ものの一瞬の光景で、息が止まったのも束の間、瞼がもう一度瞬きをすると、今さっきの賑やかな参道に元通りだった。それでも、あの幻想的で不気味な光景が脳裏に焼き付いていた。
どういうことだったのか全く分からず暫く放心状態でそこに留まっていると、何かを察した叶望は不思議に思って彼に訊く。
「どうしたの、零耶?急に道のど真ん中で固まっちゃって。……普通に恥ずかしいんだけど」
彼の鼓膜にその台詞は何ひとつ届いていない。放心状態でいる彼に懐疑感を持つ。
「……何かあった?」
そう言って零耶の顔を覗こうとする。が、彼の頬に伝う冷や汗を見た彼女は心配そうに方を少し揺さぶる。
「ね……どうしたの、本当に?なんかおかしいよ?」
それでも反応がない。それでも、背中から伝わってくる彼の心臓の鼓動が速く、強く波打つのが分かった。

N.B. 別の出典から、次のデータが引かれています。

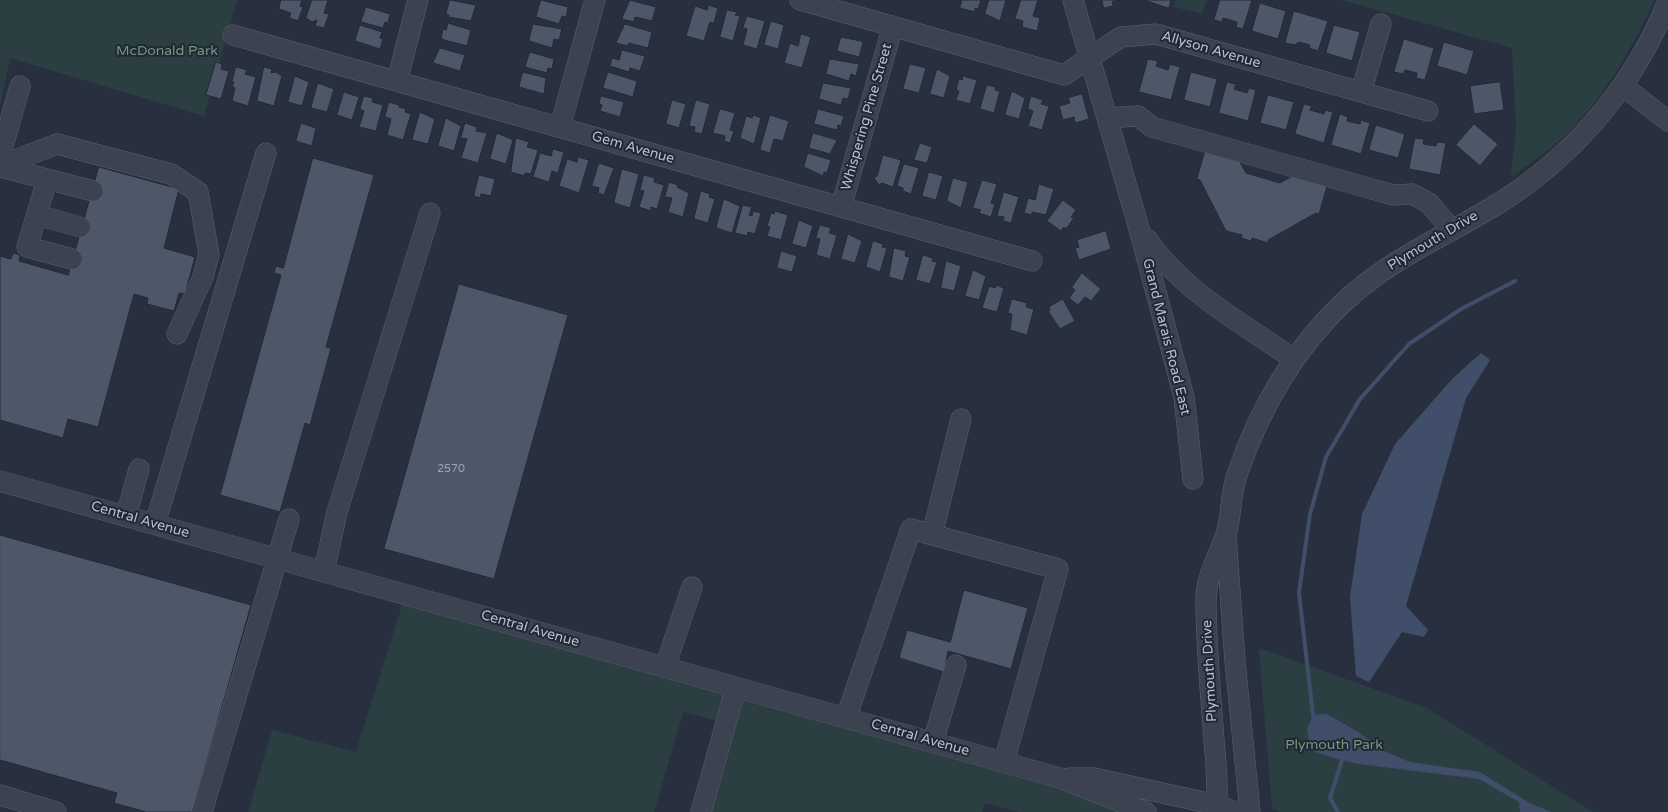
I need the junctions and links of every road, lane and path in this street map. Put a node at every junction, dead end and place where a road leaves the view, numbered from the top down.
1 (418, 0) edge
2 (595, 0) edge
3 (800, 0) edge
4 (1073, 0) edge
5 (1668, 0) edge
6 (1381, 24) dead end
7 (893, 26) junction
8 (233, 35) dead end
9 (1090, 58) junction
10 (396, 81) junction
11 (20, 86) dead end
12 (1623, 86) junction
13 (1361, 92) junction
14 (1428, 111) dead end
15 (1107, 118) junction
16 (1668, 121) edge
17 (560, 127) junction
18 (266, 153) dead end
19 (0, 157) edge
20 (0, 166) edge
21 (47, 180) junction
22 (92, 191) dead end
23 (841, 207) junction
24 (430, 213) dead end
25 (37, 216) junction
26 (1138, 225) junction
27 (80, 227) dead end
28 (1451, 229) junction
29 (72, 259) dead end
30 (1032, 261) dead end
31 (177, 334) dead end
32 (1294, 360) junction
33 (961, 419) dead end
34 (139, 469) dead end
35 (1193, 479) dead end
36 (0, 481) edge
37 (126, 516) junction
38 (289, 519) dead end
39 (155, 524) junction
40 (1226, 534) junction
41 (932, 535) junction
42 (278, 559) junction
43 (324, 572) junction
44 (692, 587) dead end
45 (956, 665) dead end
46 (664, 667) junction
47 (736, 687) junction
48 (846, 718) junction
49 (933, 742) junction
50 (1004, 762) junction
51 (1060, 778) junction
52 (0, 795) edge
53 (1216, 808) edge
54 (56, 812) edge
55 (202, 812) edge
56 (701, 812) edge
57 (1146, 812) edge
58 (1236, 812) edge
59 (1250, 812) edge

1 - 10 street
2 - 17 street
3 - 7 street, Allyson Avenue
4 - 9 street, Grand Marais Road East
5 - 12 street, Plymouth Drive
6 - 13 street
7 - 9 street, Allyson Avenue
7 - 23 street, Whispering Pine Street
8 - 10 street, Gem Avenue
9 - 13 street, Allyson Avenue
9 - 15 street, Grand Marais Road East
10 - 17 street, Gem Avenue
11 - 19 street
12 - 16 street
12 - 28 street, Plymouth Drive
13 - 14 street, Allyson Avenue
15 - 26 street, Grand Marais Road East
15 - 28 street
17 - 23 street, Gem Avenue
18 - 39 street
20 - 21 street
20 - 31 street
21 - 22 street
21 - 25 street
23 - 30 street, Gem Avenue
24 - 43 street
25 - 27 street
25 - 29 street
26 - 32 street, Grand Marais Road East
26 - 35 street, Grand Marais Road East
28 - 32 street, Plymouth Drive
32 - 40 street, Plymouth Drive
33 - 41 street
34 - 37 street
36 - 37 street, Central Avenue
37 - 39 street, Central Avenue
38 - 42 street
39 - 42 street, Central Avenue
40 - 53 street, Plymouth Drive
40 - 59 street, Plymouth Drive
41 - 48 street
41 - 50 street
42 - 43 street, Central Avenue
42 - 55 street
43 - 46 street, Central Avenue
44 - 46 street
45 - 49 street
46 - 47 street, Central Avenue
47 - 48 street, Central Avenue
47 - 56 street
48 - 49 street, Central Avenue
49 - 50 street, Central Avenue
50 - 51 street, Central Avenue
51 - 53 street, Central Avenue
51 - 57 street, Central Avenue
52 - 54 street
53 - 58 street, Central Avenue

動悸がする。目眩がする。彼の視界の中にはもう賑やかな人々もいない。ただあるのは――朱色の鳥居、異彩を放つ女の子、異常なほど輝く宇宙の姿の映る星空、量子数字の雨。
意識が朦朧とし始め、目眩がする中、鳥居の前に佇むその女の子は日傘を持つ反対の手にはいつの間にか銀鱗の光るリボルバー銃が彼に向けられていた。
何がどういう状況かも判断できず、不可解な展開に彼は重たくなる頭をなんとか振り起こしながらそのリボルバー銃の銃口を見る。
だが、ふと、日傘で見えなかった彼女の色白な顔が目に写った瞬間、目を見開いて息を漏らした。